PROMPT:
Set down the records once more, please, exactly and with the pictures left out.

[Dataset entries]
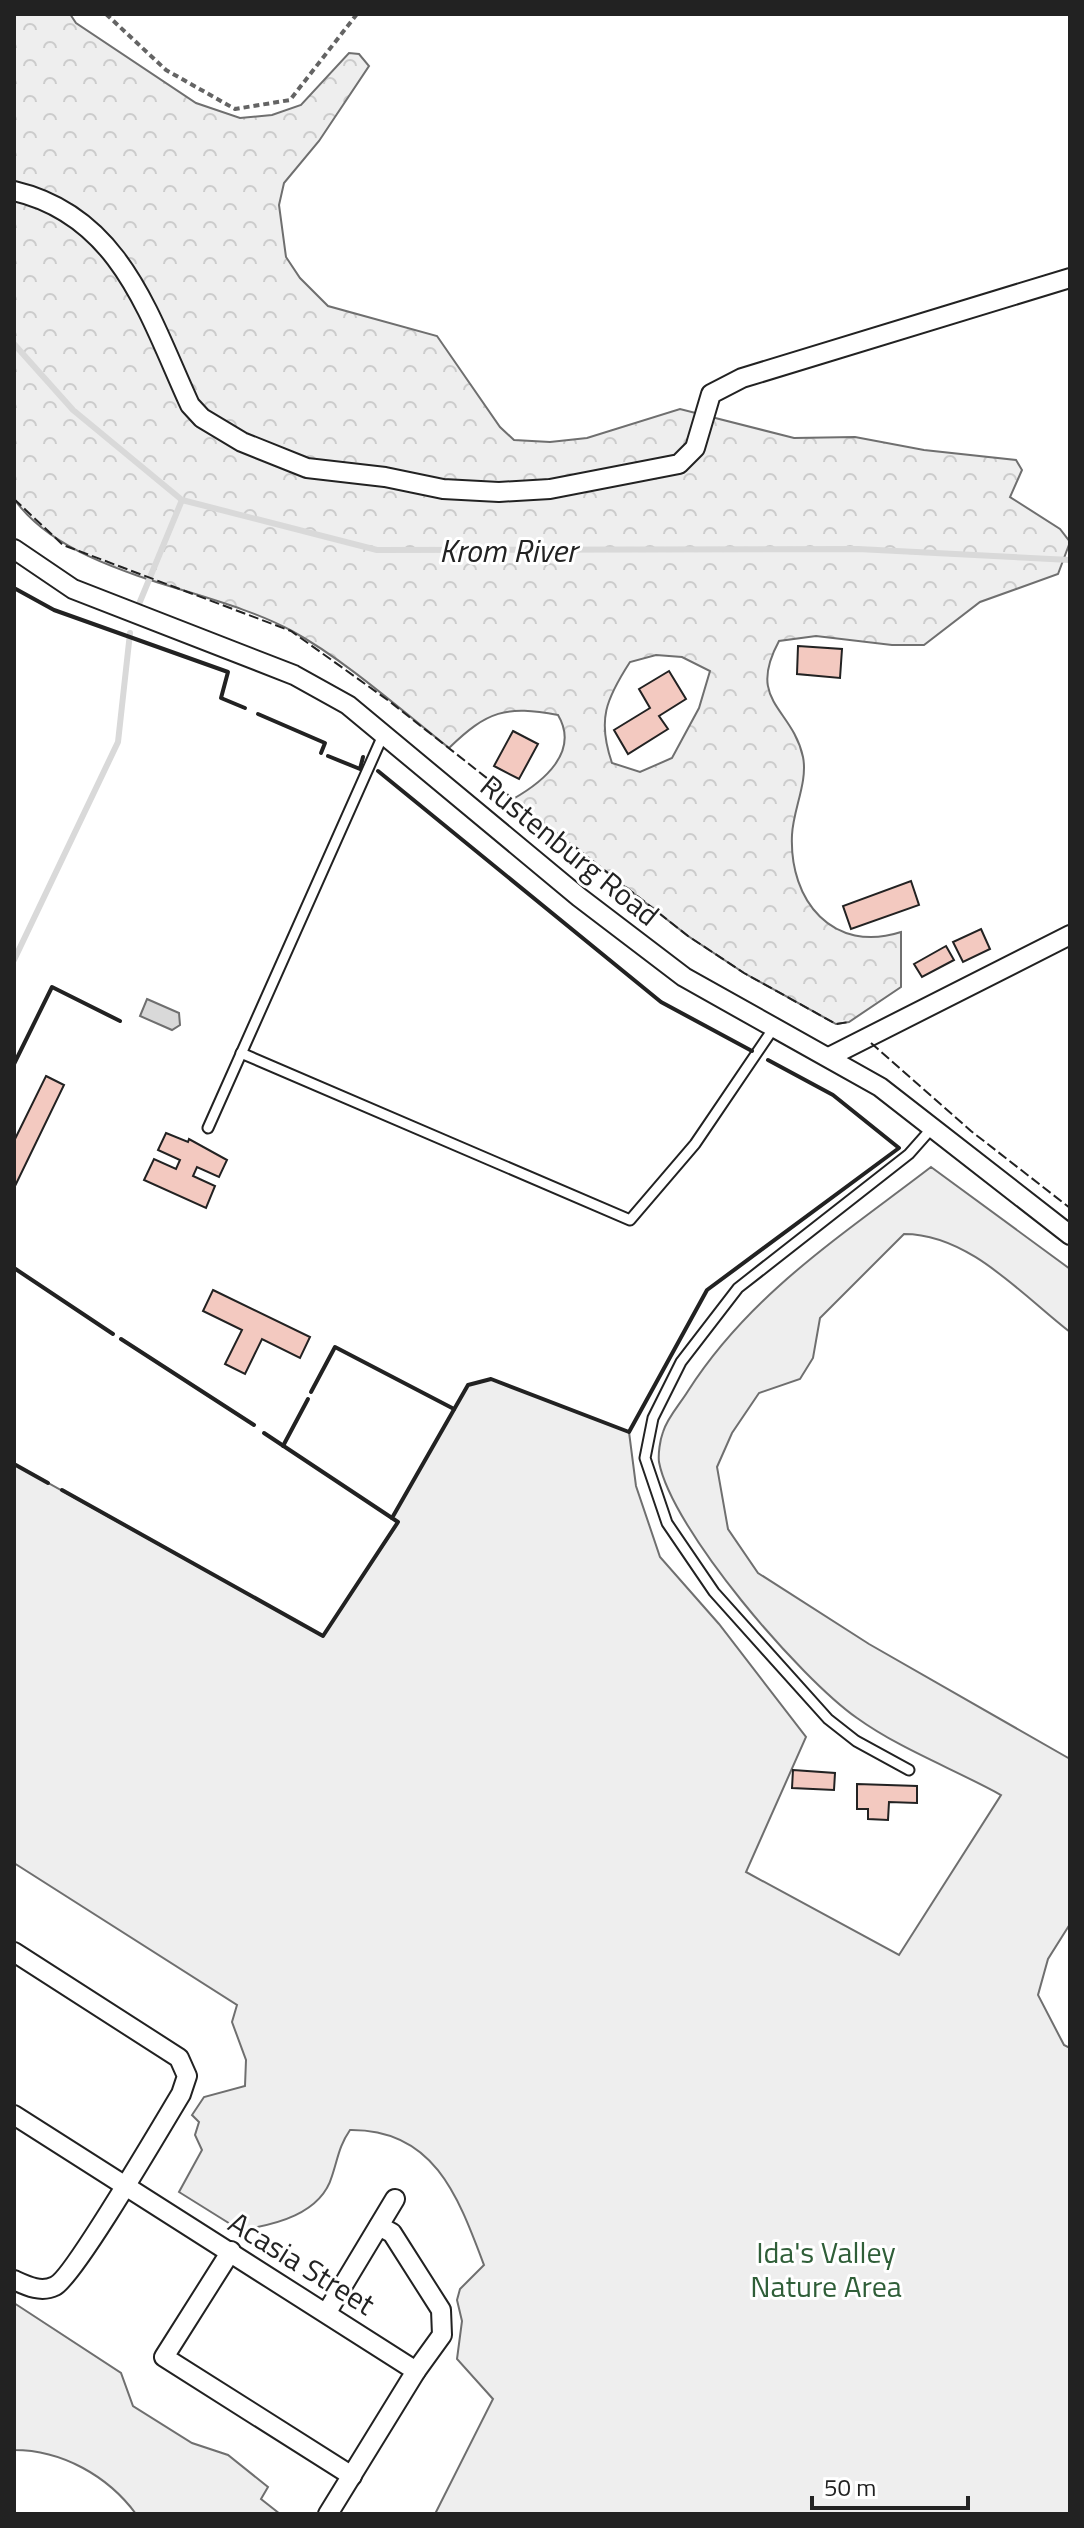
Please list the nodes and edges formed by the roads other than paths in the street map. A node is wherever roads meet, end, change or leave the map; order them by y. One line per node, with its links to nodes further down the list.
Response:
1 (14, 191): 2 (street)
2 (1070, 278)
3 (16, 555): 4 (street, Rustenburg Road)
4 (384, 732): 6 (street, Rustenburg Road); 7 (lane)
5 (1070, 935): 8 (street)
6 (773, 1029): 7 (lane); 8 (street, Rustenburg Road)
7 (241, 1053): 9 (lane)
8 (829, 1057): 10 (street, Rustenburg Road)
9 (208, 1128)
10 (932, 1128): 11 (street, Rustenburg Road); 12 (lane)
11 (1070, 1235)
12 (909, 1770)
13 (14, 1952): 15 (street)
14 (16, 2120): 15 (street, Acasia Street)
15 (124, 2184): 18 (street, Acasia Street); 19 (street)
16 (395, 2199): 17 (street)
17 (379, 2226): 20 (street); 21 (street)
18 (231, 2251): 20 (street, Acasia Street); 22 (street)
19 (14, 2280)
20 (327, 2312): 21 (street, Acasia Street)
21 (416, 2371): 22 (street)
22 (352, 2476): 23 (street)
23 (328, 2514)

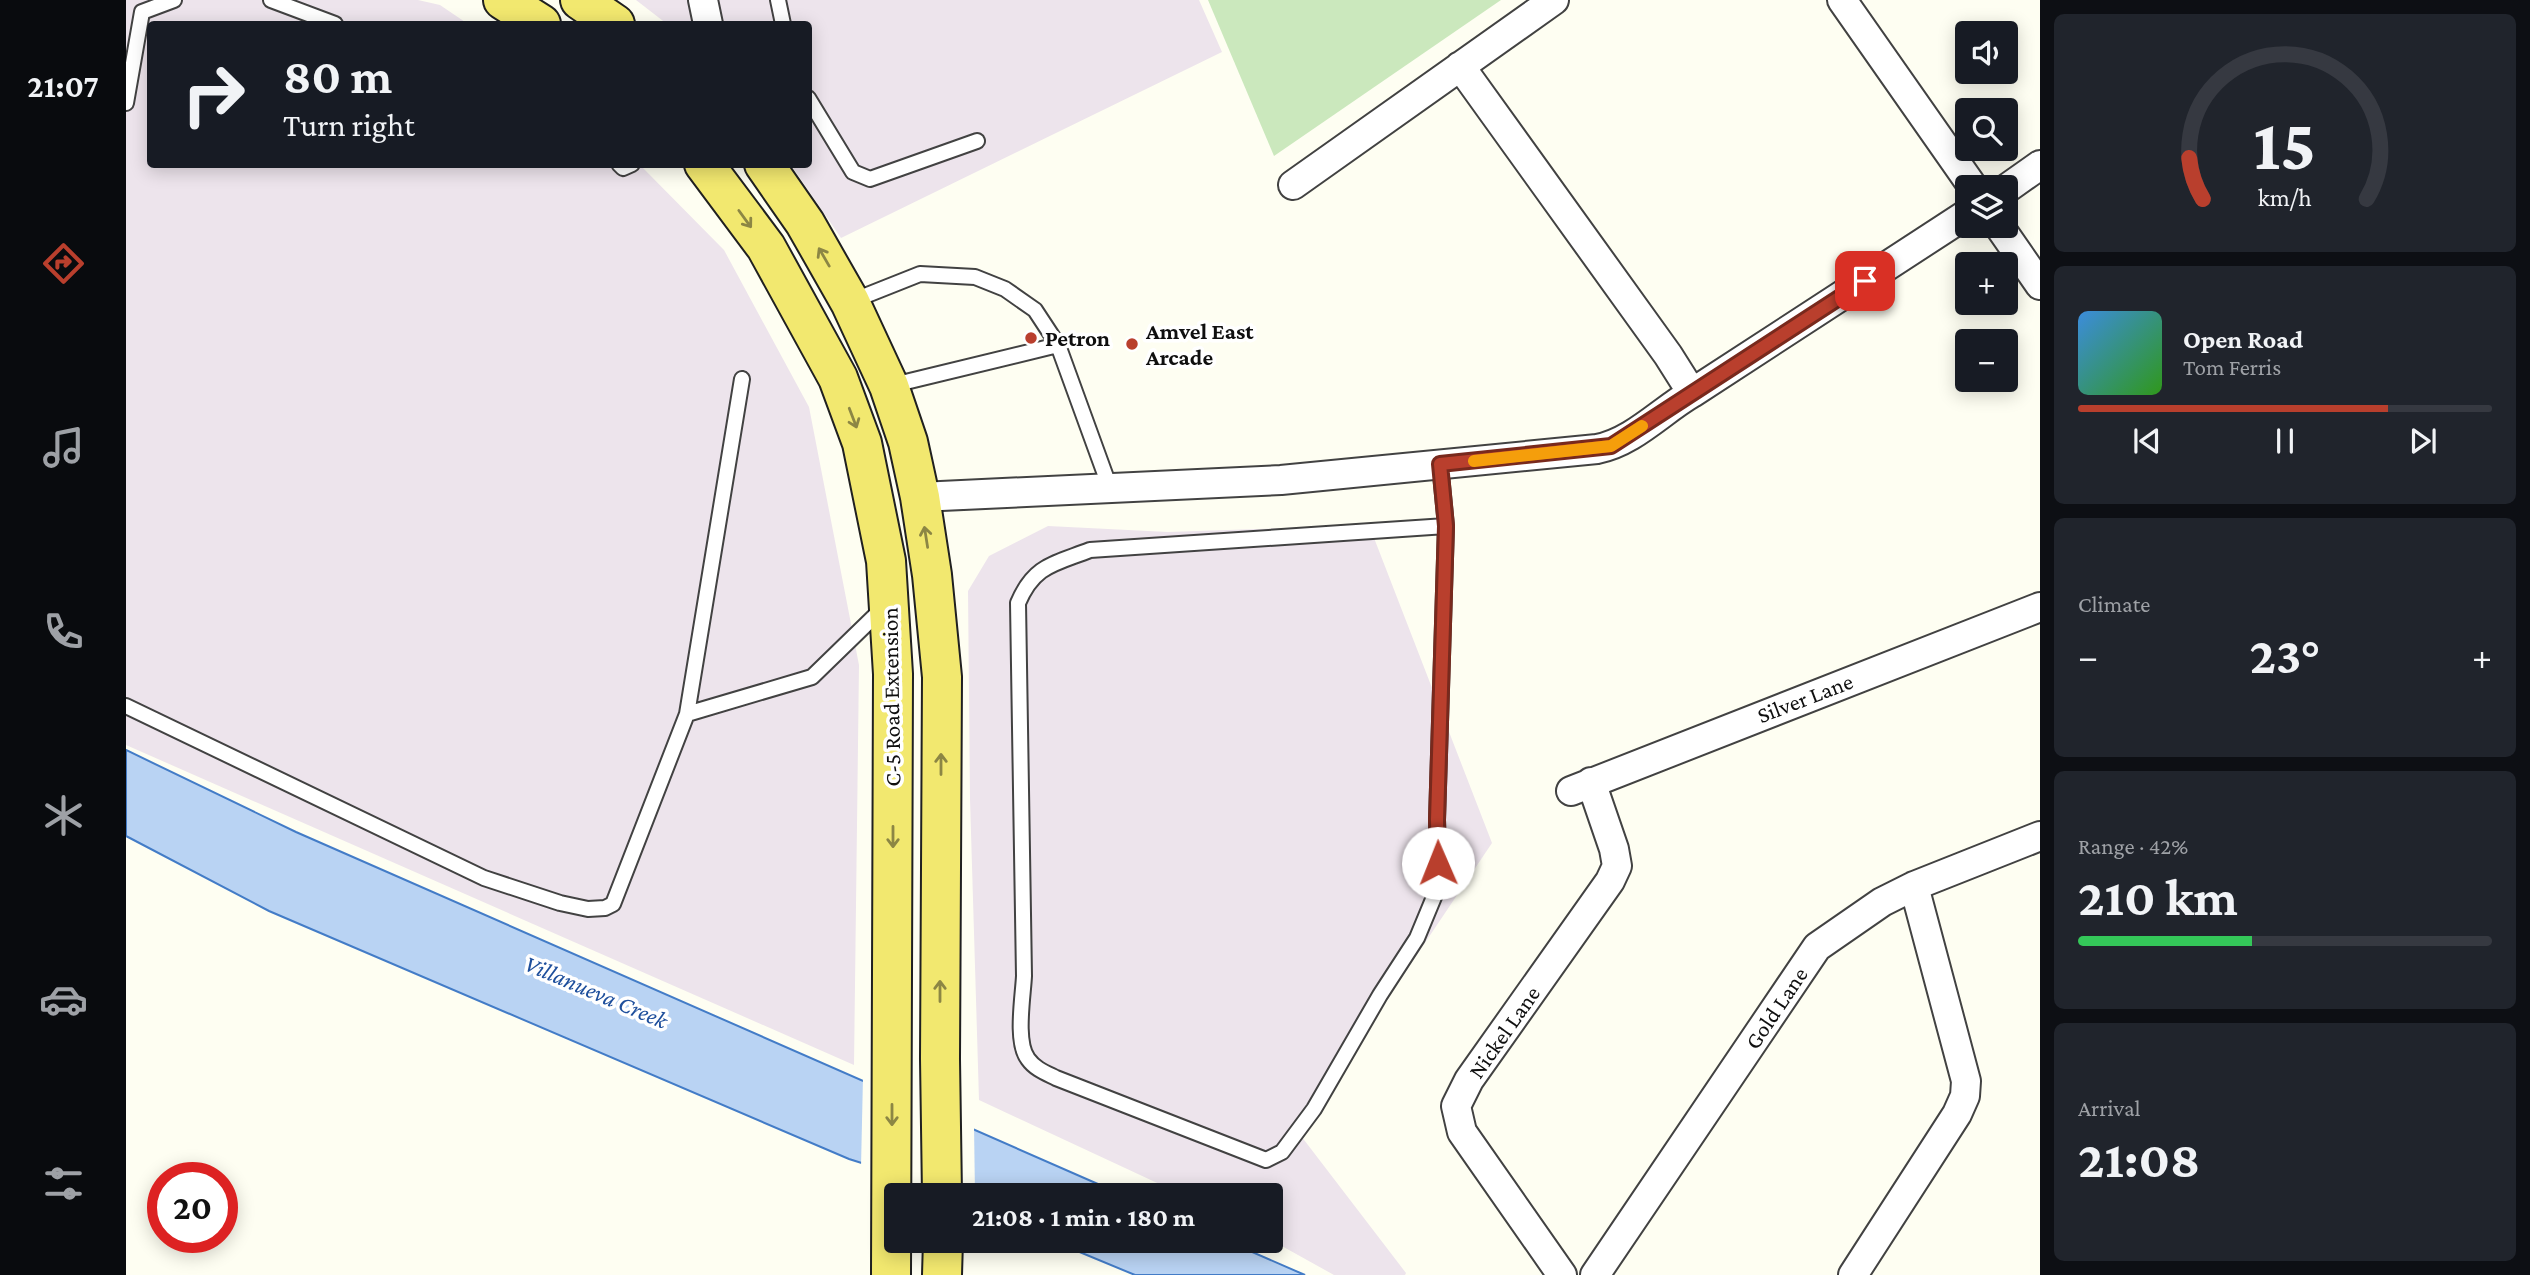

TASK SOLUTION:
Please list the nodes and edges formed by the roads other than paths in the street map. A node is wherever roads meet, end, change or leave the map; order them by y. One line per node, with its links to nodes further down the list.
Response:
1 (14, 191): 2 (street)
2 (1070, 278)
3 (16, 555): 4 (street, Rustenburg Road)
4 (384, 732): 6 (street, Rustenburg Road); 7 (lane)
5 (1070, 935): 8 (street)
6 (773, 1029): 7 (lane); 8 (street, Rustenburg Road)
7 (241, 1053): 9 (lane)
8 (829, 1057): 10 (street, Rustenburg Road)
9 (208, 1128)
10 (932, 1128): 11 (street, Rustenburg Road); 12 (lane)
11 (1070, 1235)
12 (909, 1770)
13 (14, 1952): 15 (street)
14 (16, 2120): 15 (street, Acasia Street)
15 (124, 2184): 18 (street, Acasia Street); 19 (street)
16 (395, 2199): 17 (street)
17 (379, 2226): 20 (street); 21 (street)
18 (231, 2251): 20 (street, Acasia Street); 22 (street)
19 (14, 2280)
20 (327, 2312): 21 (street, Acasia Street)
21 (416, 2371): 22 (street)
22 (352, 2476): 23 (street)
23 (328, 2514)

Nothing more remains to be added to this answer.